■ Task material
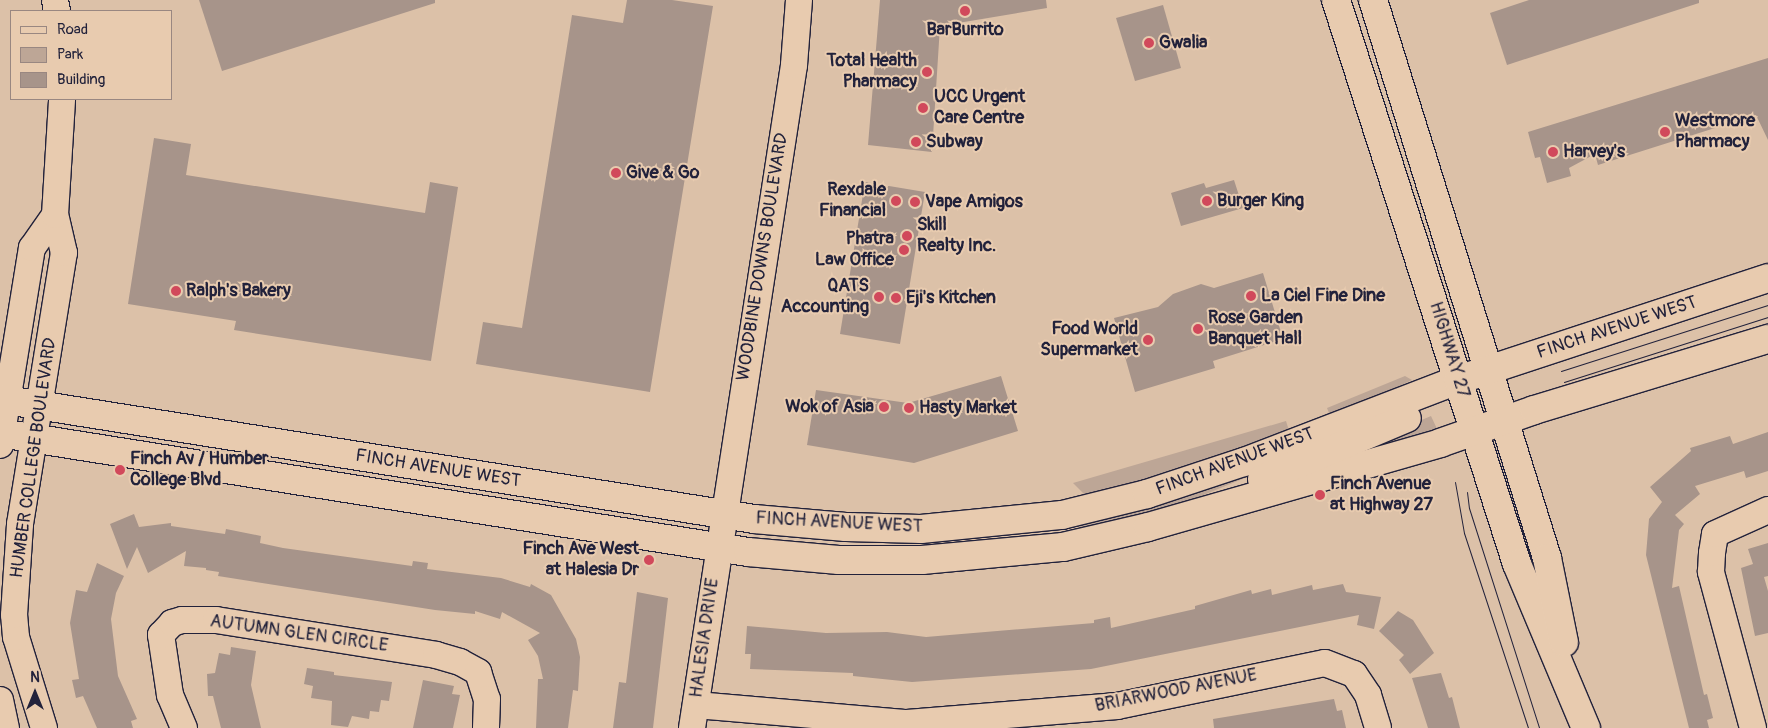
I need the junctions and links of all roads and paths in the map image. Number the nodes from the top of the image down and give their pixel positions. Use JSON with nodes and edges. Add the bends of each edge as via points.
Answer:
{"nodes":[{"id":1,"x":799,"y":0,"type":"edge"},
{"id":2,"x":1336,"y":0,"type":"edge"},
{"id":3,"x":1373,"y":0,"type":"edge"},
{"id":4,"x":62,"y":100,"type":"edge"},
{"id":5,"x":55,"y":215,"type":"junction"},
{"id":6,"x":1768,"y":278,"type":"edge"},
{"id":7,"x":1768,"y":339,"type":"edge"},
{"id":8,"x":1492,"y":376,"type":"junction"},
{"id":9,"x":1460,"y":387,"type":"junction"},
{"id":10,"x":4,"y":400,"type":"edge"},
{"id":11,"x":40,"y":405,"type":"junction"},
{"id":12,"x":1505,"y":420,"type":"junction"},
{"id":13,"x":1474,"y":432,"type":"junction"},
{"id":14,"x":1,"y":437,"type":"edge"},
{"id":15,"x":34,"y":438,"type":"junction"},
{"id":16,"x":1768,"y":510,"type":"edge"},
{"id":17,"x":723,"y":514,"type":"junction"},
{"id":18,"x":1062,"y":514,"type":"junction"},
{"id":19,"x":1182,"y":517,"type":"junction"},
{"id":20,"x":1063,"y":546,"type":"junction"},
{"id":21,"x":718,"y":547,"type":"junction"},
{"id":22,"x":1575,"y":695,"type":"junction"},
{"id":23,"x":0,"y":700,"type":"edge"},
{"id":24,"x":694,"y":716,"type":"edge"},
{"id":25,"x":1119,"y":717,"type":"edge"},
{"id":26,"x":907,"y":725,"type":"edge"},
{"id":27,"x":6,"y":728,"type":"edge"},
{"id":28,"x":44,"y":728,"type":"edge"},
{"id":29,"x":184,"y":728,"type":"edge"},
{"id":30,"x":486,"y":728,"type":"edge"},
{"id":31,"x":1378,"y":728,"type":"edge"},
{"id":32,"x":1586,"y":728,"type":"edge"},
{"id":33,"x":1753,"y":728,"type":"edge"}],
"edges":[{"from":1,"to":17,"type":"street","name":"WOODBINE DOWNS BOULEVARD","via":[[794,65]]},
{"from":2,"to":9,"type":"main road","name":"HIGHWAY 27"},
{"from":3,"to":8,"type":"main road","name":"HIGHWAY 27"},
{"from":4,"to":5,"type":"street","name":"HUMBER COLLEGE BOULEVARD"},
{"from":5,"to":10,"type":"street","name":"HUMBER COLLEGE BOULEVARD","via":[[32,248]]},
{"from":5,"to":11,"type":"street","name":"HUMBER COLLEGE BOULEVARD","via":[[64,253]]},
{"from":6,"to":8,"type":"main road","name":"FINCH AVENUE WEST"},
{"from":7,"to":12,"type":"main road","name":"FINCH AVENUE WEST"},
{"from":8,"to":9,"type":"main road","name":"FINCH AVENUE WEST"},
{"from":8,"to":12,"type":"main road","name":"HIGHWAY 27"},
{"from":9,"to":13,"type":"main road","name":"HIGHWAY 27"},
{"from":9,"to":18,"type":"main road","name":"FINCH AVENUE WEST","via":[[1146,494]]},
{"from":9,"to":19,"type":"main road","name":"FINCH AVENUE WEST"},
{"from":10,"to":11,"type":"main road","name":"FINCH AVENUE WEST"},
{"from":10,"to":14,"type":"street","name":"HUMBER COLLEGE BOULEVARD"},
{"from":11,"to":15,"type":"street","name":"HUMBER COLLEGE BOULEVARD"},
{"from":11,"to":17,"type":"main road","name":"FINCH AVENUE WEST"},
{"from":12,"to":13,"type":"main road","name":"FINCH AVENUE WEST"},
{"from":12,"to":22,"type":"main road","name":"HIGHWAY 27","via":[[1547,558]]},
{"from":13,"to":19,"type":"main road","name":"FINCH AVENUE WEST"},
{"from":13,"to":22,"type":"main road","name":"HIGHWAY 27","via":[[1517,564]]},
{"from":14,"to":15,"type":"main road","name":"FINCH AVENUE WEST"},
{"from":15,"to":21,"type":"main road","name":"FINCH AVENUE WEST"},
{"from":15,"to":28,"type":"street","name":"HUMBER COLLEGE BOULEVARD","via":[[16,558],[14,615],[16,637]]},
{"from":16,"to":33,"type":"street","via":[[1715,534],[1712,553],[1711,572]]},
{"from":17,"to":18,"type":"main road","name":"FINCH AVENUE WEST","via":[[823,526],[921,529]]},
{"from":17,"to":21,"type":"street","name":"WOODBINE DOWNS BOULEVARD"},
{"from":18,"to":20,"type":"main road"},
{"from":19,"to":20,"type":"main road","name":"FINCH AVENUE WEST"},
{"from":20,"to":21,"type":"main road","name":"FINCH AVENUE WEST","via":[[978,557],[883,561],[800,558]]},
{"from":21,"to":24,"type":"street","name":"HALESIA DRIVE"},
{"from":22,"to":32,"type":"main road","name":"HIGHWAY 27"},
{"from":23,"to":27,"type":"street"},
{"from":24,"to":26,"type":"street","name":"BRIARWOOD AVENUE"},
{"from":25,"to":26,"type":"street","name":"BRIARWOOD AVENUE"},
{"from":25,"to":31,"type":"street","name":"BRIARWOOD AVENUE","via":[[1325,663],[1354,674],[1368,695]]},
{"from":29,"to":30,"type":"street","name":"AUTUMN GLEN CIRCLE","via":[[170,695],[161,635],[172,623],[182,620],[216,620],[436,655],[460,662],[478,672],[488,699]]}]}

■ Problem statement
Look over the entries above. Copy every line that contains the word "DOWNS".

■ Written solution
"edges":[{"from":1,"to":17,"type":"street","name":"WOODBINE DOWNS BOULEVARD","via":[[794,65]]},
{"from":17,"to":21,"type":"street","name":"WOODBINE DOWNS BOULEVARD"},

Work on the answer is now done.